Data for analysis: Begin

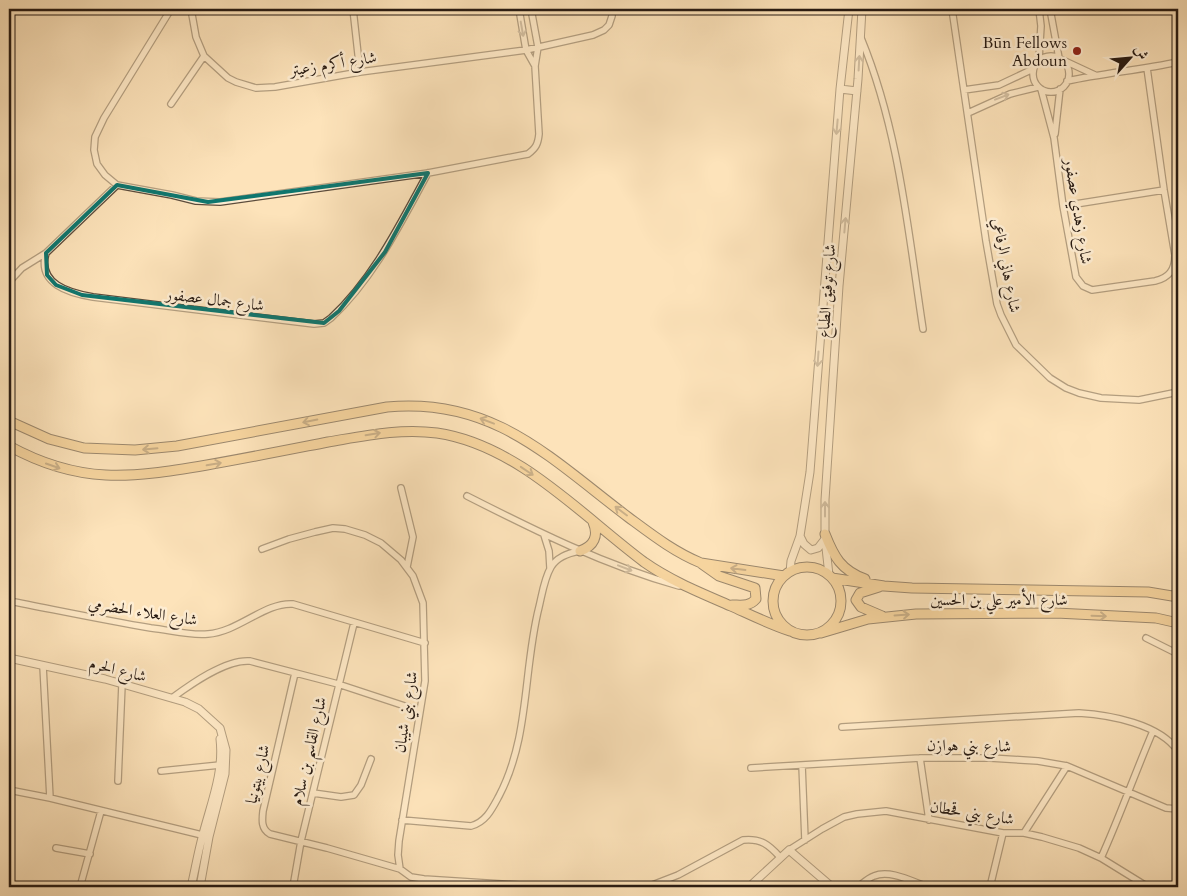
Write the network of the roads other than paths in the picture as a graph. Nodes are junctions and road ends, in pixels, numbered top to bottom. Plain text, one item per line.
1 (170, 9) edge
2 (191, 9) edge
3 (353, 9) edge
4 (518, 9) edge
5 (531, 9) edge
6 (612, 9) edge
7 (849, 9) edge
8 (862, 9) edge
9 (952, 9) edge
10 (1039, 9) edge
11 (1050, 9) edge
12 (861, 38) junction
13 (538, 47) junction
14 (526, 50) junction
15 (204, 56) junction
16 (1039, 59) junction
17 (1061, 59) junction
18 (1178, 62) edge
19 (535, 66) junction
20 (1147, 68) junction
21 (1033, 69) junction
22 (360, 72) junction
23 (1095, 75) junction
24 (1067, 81) junction
25 (1040, 88) junction
26 (840, 89) junction
27 (1060, 89) junction
28 (964, 90) junction
29 (857, 91) junction
30 (171, 104) dead end
31 (968, 113) junction
32 (1054, 138) junction
33 (428, 174) junction
34 (117, 186) junction
35 (1164, 190) junction
36 (1063, 206) junction
37 (46, 253) junction
38 (9, 282) edge
39 (924, 329) dead end
40 (1178, 392) edge
41 (9, 421) edge
42 (9, 446) edge
43 (401, 488) dead end
44 (467, 496) dead end
45 (593, 521) junction
46 (544, 535) junction
47 (800, 536) junction
48 (825, 536) junction
49 (262, 549) dead end
50 (580, 551) junction
51 (701, 563) junction
52 (407, 567) junction
53 (550, 568) junction
54 (787, 574) junction
55 (831, 577) junction
56 (884, 586) junction
57 (691, 589) junction
58 (1178, 596) edge
59 (9, 601) edge
60 (729, 605) junction
61 (885, 616) junction
62 (354, 623) junction
63 (1178, 623) edge
64 (790, 631) junction
65 (821, 633) junction
66 (1146, 638) dead end
67 (424, 643) junction
68 (1178, 654) edge
69 (9, 658) edge
70 (43, 666) junction
71 (295, 673) junction
72 (122, 684) junction
73 (338, 684) junction
74 (172, 698) junction
75 (420, 711) junction
76 (215, 722) junction
77 (842, 727) dead end
78 (1153, 731) junction
79 (1178, 751) edge
80 (920, 758) junction
81 (371, 759) dead end
82 (220, 765) junction
83 (802, 765) junction
84 (1067, 766) junction
85 (751, 768) dead end
86 (161, 771) dead end
87 (118, 781) dead end
88 (9, 790) edge
89 (1128, 792) junction
90 (313, 793) junction
91 (50, 798) junction
92 (1178, 809) edge
93 (101, 811) junction
94 (402, 820) junction
95 (929, 820) junction
96 (1003, 833) junction
97 (1024, 833) junction
98 (205, 836) junction
99 (805, 840) junction
100 (301, 841) junction
101 (56, 848) dead end
102 (789, 850) junction
103 (90, 854) junction
104 (780, 857) junction
105 (1101, 858) junction
106 (400, 869) junction
107 (80, 887) edge
108 (191, 887) edge
109 (200, 887) edge
110 (293, 887) edge
111 (550, 887) edge
112 (647, 887) edge
113 (749, 887) edge
114 (832, 887) edge
115 (858, 887) edge
116 (928, 887) edge
117 (990, 887) edge
118 (1148, 887) edge

1 - 34 street
2 - 15 street, شارع أكرم زعيتر
3 - 22 street
4 -> 14 street
5 - 13 street
6 - 13 street, شارع أكرم زعيتر
7 - 26 street, شارع توفيق الطباع
8 - 12 street, شارع توفيق الطباع
9 - 28 street, شارع هاني الرفاعي
10 - 16 street
11 - 17 street
29 -> 12 street, شارع توفيق الطباع
12 - 39 street
13 - 14 street, شارع أكرم زعيتر
13 - 19 street
14 - 19 street
14 - 22 street, شارع أكرم زعيتر
15 - 22 street, شارع أكرم زعيتر
15 - 30 street
16 - 17 street
16 - 21 street
17 - 23 street
17 - 24 street
18 - 20 street
19 - 33 street
20 - 23 street
20 - 35 street, شارع زهدي عصفور
21 - 25 street
21 - 28 street
23 - 24 street
24 - 27 street
25 - 27 street
31 -> 25 street
25 - 32 street, شارع زهدي عصفور
26 - 29 street
26 -> 47 street, شارع توفيق الطباع
27 - 32 street, شارع زهدي عصفور
28 - 31 street, شارع هاني الرفاعي
48 -> 29 street, شارع توفيق الطباع
31 - 40 street, شارع هاني الرفاعي
32 - 36 street, شارع زهدي عصفور
33 - 34 street
33 - 37 street, شارع جمال عصفور
34 - 37 street
35 - 36 street
35 - 36 street, شارع زهدي عصفور
37 - 38 street
51 -> 41 main road
42 -> 45 main road
43 - 52 street
44 - 46 street
45 - 50 main road
45 - 57 main road
46 - 50 street
46 - 53 street
47 - 48 street
47 - 54 street, شارع توفيق الطباع
48 - 55 street, شارع توفيق الطباع
48 - 56 main road
49 - 52 street, شارع بني شيبان
50 - 53 street
50 -> 57 street
54 -> 51 main road
51 - 60 main road
52 - 67 street, شارع بني شيبان
53 - 94 street
54 - 55 main road
54 - 64 main road
55 - 56 main road, شارع الأمير علي بن الحسين
55 - 65 main road
56 - 58 main road, شارع الأمير علي بن الحسين
56 - 61 main road
57 - 60 main road
59 - 62 street, شارع العلاء الحضرمي
60 - 64 main road
61 -> 63 main road, شارع الأمير علي بن الحسين
61 - 65 main road, شارع الأمير علي بن الحسين
62 - 67 street, شارع العلاء الحضرمي
62 - 73 street, شارع القاسم بن سلام
64 - 65 main road
66 - 68 street
67 - 75 street, شارع بني شيبان
69 - 70 street, شارع الحرم
70 - 72 street, شارع الحرم
70 - 91 street
71 - 73 street
71 - 74 street
71 - 100 street, شارع بيتونيا
72 - 74 street, شارع الحرم
72 - 87 street
73 - 75 street
73 - 90 street, شارع القاسم بن سلام
74 - 76 street, شارع الحرم
75 - 94 street, شارع بني شيبان
76 - 82 street, شارع الحرم
76 - 98 street, شارع الحرم
77 - 78 street, شارع بني هوازن
78 - 79 street, شارع بني هوازن
78 - 89 street
80 - 83 street, شارع بني هوازن
80 - 84 street, شارع بني هوازن
80 - 95 street
81 - 90 street
82 - 86 street
82 - 98 street, شارع الحرم
83 - 85 street, شارع بني هوازن
83 - 99 street
84 - 89 street, شارع بني هوازن
84 - 97 street
88 - 91 street
89 - 92 street, شارع بني هوازن
89 - 105 street
90 - 100 street, شارع القاسم بن سلام
91 - 93 street
93 - 98 street
93 - 103 street
94 - 106 street, شارع بني شيبان
95 - 96 street, شارع بني قحطان
95 - 99 street, شارع بني قحطان
96 - 97 street, شارع بني قحطان
96 - 117 street
97 - 105 street, شارع بني قحطان
98 - 108 street, شارع الحرم
98 - 109 street, شارع الحرم
99 - 102 street, شارع بني قحطان
100 - 106 street, شارع بيتونيا
100 - 110 street, شارع القاسم بن سلام
101 - 103 street
102 - 104 street
102 - 114 street
103 - 107 street
104 - 112 street
104 - 113 street
105 - 118 street, شارع بني قحطان
106 - 111 street
115 - 116 street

Data for analysis: End

→ **Work to complete**
For every line above with the word "العلاء" in it, make a copy.

→ **Answer box**
59 - 62 street, شارع العلاء الحضرمي
62 - 67 street, شارع العلاء الحضرمي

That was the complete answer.